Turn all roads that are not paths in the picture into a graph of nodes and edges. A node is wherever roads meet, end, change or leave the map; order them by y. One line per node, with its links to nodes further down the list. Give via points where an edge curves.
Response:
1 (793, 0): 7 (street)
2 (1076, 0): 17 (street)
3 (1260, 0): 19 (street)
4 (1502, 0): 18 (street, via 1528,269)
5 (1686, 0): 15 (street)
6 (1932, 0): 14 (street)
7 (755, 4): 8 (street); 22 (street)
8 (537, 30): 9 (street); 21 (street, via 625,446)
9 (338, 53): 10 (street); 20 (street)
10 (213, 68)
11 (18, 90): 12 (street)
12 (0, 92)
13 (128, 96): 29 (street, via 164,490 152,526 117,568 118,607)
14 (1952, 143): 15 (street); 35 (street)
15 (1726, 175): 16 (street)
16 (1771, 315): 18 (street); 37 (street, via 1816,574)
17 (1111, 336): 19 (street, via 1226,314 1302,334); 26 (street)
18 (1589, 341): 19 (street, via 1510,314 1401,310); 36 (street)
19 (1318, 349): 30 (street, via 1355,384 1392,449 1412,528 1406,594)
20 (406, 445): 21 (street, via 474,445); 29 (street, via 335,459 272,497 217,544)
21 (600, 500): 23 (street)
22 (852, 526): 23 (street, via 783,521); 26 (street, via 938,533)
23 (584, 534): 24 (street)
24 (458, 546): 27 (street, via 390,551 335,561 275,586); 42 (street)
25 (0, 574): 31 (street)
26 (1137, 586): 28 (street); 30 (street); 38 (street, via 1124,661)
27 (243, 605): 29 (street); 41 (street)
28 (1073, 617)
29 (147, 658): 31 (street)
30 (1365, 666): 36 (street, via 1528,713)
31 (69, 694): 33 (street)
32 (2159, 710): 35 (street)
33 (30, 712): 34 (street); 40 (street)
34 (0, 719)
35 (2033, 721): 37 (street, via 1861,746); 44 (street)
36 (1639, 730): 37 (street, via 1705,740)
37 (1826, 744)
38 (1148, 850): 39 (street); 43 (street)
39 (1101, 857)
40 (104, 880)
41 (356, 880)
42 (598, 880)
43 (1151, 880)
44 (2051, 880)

● ● ● ● ●

Copy out the material word for word and line for line.

- Task result
Turn all roads that are not paths in the picture into a graph of nodes and edges. A node is wherever roads meet, end, change or leave the map; order them by y. One line per node, with its links to nodes further down the list. Give via points where an edge curves.
Response:
1 (793, 0): 7 (street)
2 (1076, 0): 17 (street)
3 (1260, 0): 19 (street)
4 (1502, 0): 18 (street, via 1528,269)
5 (1686, 0): 15 (street)
6 (1932, 0): 14 (street)
7 (755, 4): 8 (street); 22 (street)
8 (537, 30): 9 (street); 21 (street, via 625,446)
9 (338, 53): 10 (street); 20 (street)
10 (213, 68)
11 (18, 90): 12 (street)
12 (0, 92)
13 (128, 96): 29 (street, via 164,490 152,526 117,568 118,607)
14 (1952, 143): 15 (street); 35 (street)
15 (1726, 175): 16 (street)
16 (1771, 315): 18 (street); 37 (street, via 1816,574)
17 (1111, 336): 19 (street, via 1226,314 1302,334); 26 (street)
18 (1589, 341): 19 (street, via 1510,314 1401,310); 36 (street)
19 (1318, 349): 30 (street, via 1355,384 1392,449 1412,528 1406,594)
20 (406, 445): 21 (street, via 474,445); 29 (street, via 335,459 272,497 217,544)
21 (600, 500): 23 (street)
22 (852, 526): 23 (street, via 783,521); 26 (street, via 938,533)
23 (584, 534): 24 (street)
24 (458, 546): 27 (street, via 390,551 335,561 275,586); 42 (street)
25 (0, 574): 31 (street)
26 (1137, 586): 28 (street); 30 (street); 38 (street, via 1124,661)
27 (243, 605): 29 (street); 41 (street)
28 (1073, 617)
29 (147, 658): 31 (street)
30 (1365, 666): 36 (street, via 1528,713)
31 (69, 694): 33 (street)
32 (2159, 710): 35 (street)
33 (30, 712): 34 (street); 40 (street)
34 (0, 719)
35 (2033, 721): 37 (street, via 1861,746); 44 (street)
36 (1639, 730): 37 (street, via 1705,740)
37 (1826, 744)
38 (1148, 850): 39 (street); 43 (street)
39 (1101, 857)
40 (104, 880)
41 (356, 880)
42 (598, 880)
43 (1151, 880)
44 (2051, 880)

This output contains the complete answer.